The value of the derivative dfg/dSg may be obtained for any value of gas saturation by determining slopes at various points on the fg vs. Sg curve. These slopes can be determined manually or, more precisely, using the method presented by Kern[15] for computer spreadsheets. Fig. 3 illustrates calculated gas-saturation distributions derived from the no-gravity and with-gravity fractional flow curves shown in Fig. 2. The area beneath each curve represents the gas-invaded zone. The saturation profile calculation results in lengths that first increase as saturation decreases and then decrease at lower saturations. While correct from a material-balance standpoint, it has been customary to square off the leading edge of the curve at the breakthrough saturation to account for capillary pressure that was neglected in the original derivation of the equation.

The gas/oil displacement efficiency, the percent of the oil volume that has been recovered, can be calculated for any period of gas injection by integrating the volume of the gas-invaded zone as a function of gas saturation (Sg). Hence, the fractional flow curves (Fig. 2) are used to generate saturation profiles (Fig. 3) that lead to values for the gas/oil displacement efficiency. In the next section, several of the factors affecting this efficiency are discussed.

Factors affecting gas/oil displacement efficiency

The fractional-flow and material-balance equations discussed above are important for understanding the effects on the efficiency of the gas/oil displacement process of:

  1. Initial saturation conditions
  2. Fluid viscosity ratios
  3. Relative permeability ratios
  4. Formation dip
  5. Capillary pressure
  6. Factors of permeability, density difference, rate of injection, and cross section open to flow.

Initial saturation conditions

If gas injection is initiated after reservoir pressure has declined below the bubblepoint, the gas saturation will decrease the amount of displaceable oil. If the free gas saturation exceeds the breakthrough saturation, no oil bank will be formed. Instead, oil production will be accompanied by immediate and continually increasing gas production. Laboratory investigations and mathematical analyses have demonstrated this influence of gas saturation on gas displacement performance.[16]

Swi has been shown to have no influence on displacement efficiency at gas breakthrough, but it directly affects the displaceable oil volume.[17] If Swi is mobile, the displacement equations are not directly applicable because they were developed for two-phase flow. Approximations of gas displacement performance can usually be made when three phases are mobile by treating the water and oil phases as a single liquid phase. Displacement calculations can then be made with krg and kro data determined from core samples containing an immobile water saturation.
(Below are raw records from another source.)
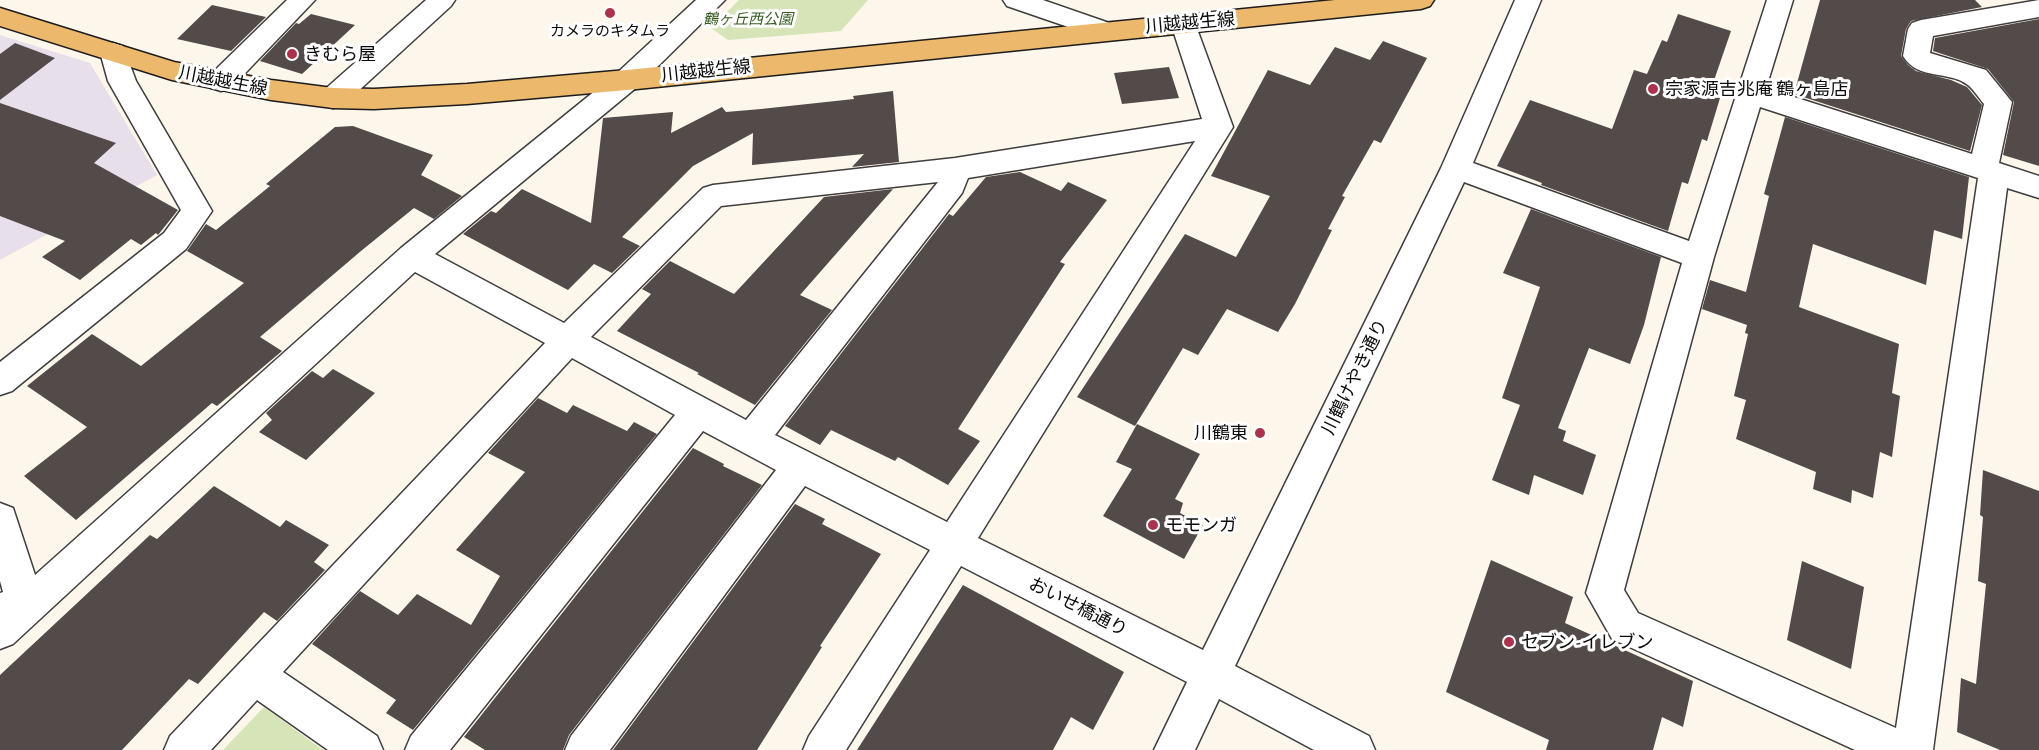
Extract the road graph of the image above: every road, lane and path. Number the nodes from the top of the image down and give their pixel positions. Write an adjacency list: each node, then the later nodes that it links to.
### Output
1 (302, 0): 14 (street)
2 (442, 0): 16 (street)
3 (712, 0): 13 (street)
4 (1016, 0): 11 (street)
5 (1421, 0): 10 (main road, 川越越生線)
6 (1528, 0): 18 (street, 川鶴けやき通り)
7 (1780, 0): 15 (street)
8 (2039, 8): 20 (street)
9 (0, 17): 12 (main road, 川越越生線)
10 (1184, 24): 11 (main road, 川越越生線); 17 (street)
11 (1106, 30): 13 (main road, 川越越生線)
12 (113, 52): 14 (main road, 川越越生線); 25 (street)
13 (627, 80): 16 (main road, 川越越生線); 22 (street)
14 (221, 81): 16 (main road, 川越越生線)
15 (1752, 94): 20 (street); 23 (street)
16 (333, 98)
17 (1219, 128): 19 (street); 30 (street)
18 (1456, 168): 23 (street); 33 (street, 川鶴けやき通り)
19 (955, 169): 24 (street); 27 (street)
20 (1989, 171): 21 (street); 43 (street)
21 (2039, 187)
22 (412, 256): 24 (street, おいせ橋通り); 31 (street)
23 (1699, 257): 42 (street)
24 (569, 339): 26 (street, おいせ橋通り); 34 (street)
25 (0, 381)
26 (699, 411): 27 (street, おいせ橋通り); 37 (street)
27 (751, 440): 28 (street, おいせ橋通り)
28 (800, 466): 30 (street, おいせ橋通り); 38 (street)
29 (0, 519): 31 (street)
30 (952, 544): 33 (street, おいせ橋通り); 39 (street)
31 (13, 608): 32 (street)
32 (0, 631)
33 (1211, 674): 40 (street, 川鶴けやき通り); 41 (street, おいせ橋通り)
34 (255, 676): 35 (street); 36 (street)
35 (184, 750)
36 (363, 750)
37 (425, 750)
38 (585, 750)
39 (824, 750)
40 (1174, 750)
41 (1355, 750)
42 (1900, 750)
43 (1913, 750)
Oil recovery can be differentiated from total liquid recovery on the basis of material balance calculations incorporating an estimated minimum interstitial water saturation.

Fluid viscosities

The effect of oil viscosity on fractional flow is illustrated in Fig. 4. In this plot, the Sg at breakthrough increases from 12 to 38% with a 10-fold decrease in oil viscosity.
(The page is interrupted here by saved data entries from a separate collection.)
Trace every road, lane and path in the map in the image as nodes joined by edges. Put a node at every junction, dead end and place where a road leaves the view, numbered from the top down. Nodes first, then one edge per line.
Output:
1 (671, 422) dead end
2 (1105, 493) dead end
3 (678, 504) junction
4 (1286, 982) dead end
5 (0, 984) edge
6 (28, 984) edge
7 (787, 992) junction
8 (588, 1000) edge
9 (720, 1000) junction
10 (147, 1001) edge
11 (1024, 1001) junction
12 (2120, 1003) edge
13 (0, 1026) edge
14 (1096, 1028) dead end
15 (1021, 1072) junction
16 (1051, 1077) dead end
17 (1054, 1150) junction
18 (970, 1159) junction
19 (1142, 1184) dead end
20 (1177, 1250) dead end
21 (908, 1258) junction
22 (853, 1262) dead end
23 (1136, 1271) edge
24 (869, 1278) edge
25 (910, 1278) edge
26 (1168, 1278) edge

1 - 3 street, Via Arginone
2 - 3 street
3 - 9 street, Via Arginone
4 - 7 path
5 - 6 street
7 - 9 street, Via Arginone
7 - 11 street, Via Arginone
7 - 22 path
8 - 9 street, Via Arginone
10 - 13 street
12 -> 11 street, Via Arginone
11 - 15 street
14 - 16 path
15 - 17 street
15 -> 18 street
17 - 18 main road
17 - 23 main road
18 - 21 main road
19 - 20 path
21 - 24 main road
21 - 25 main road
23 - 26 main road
Relative permeability ratios

The concepts of relative permeability can be applied equally well to complete or partial pressure-maintenance operations. Relative permeability, a characteristic of the reservoir rock, is a function of fluid saturation conditions. It is important that calculations be based on dependable data obtained by laboratory analyses at reservoir conditions using representative core samples. If possible, the laboratory-determined data should be supplemented by relative permeabilities calculated from field performance data.

Formation dip

When formation dip aids gravity, as illustrated in Fig. 2, fractional flow behavior is significantly improved if permeability is high enough and withdrawal rates do not exceed gravity-stable conditions. {See Vertical or gravity drainage gas displacement)

Capillary pressure

Capillary forces are opposite gravity drainage forces and directionally decrease displacement efficiency. However, capillary forces can often be ignored as insignificant for projects with rates of displacement normally used. Only at extremely low rates of displacement, where viscous forces become negligible, is the saturation distribution controlled to a significant extent by the balance between capillary and gravitational forces. Another place where capillary forces are considered important is many of the large carbonate reservoirs of the Middle East where the matrix-blocks/fracture-system interaction can significantly affect overall reservoir performance.

Other factors

Higher permeability, greater density difference between oil and gas, and a lower displacement rate all improve the displacement efficiency.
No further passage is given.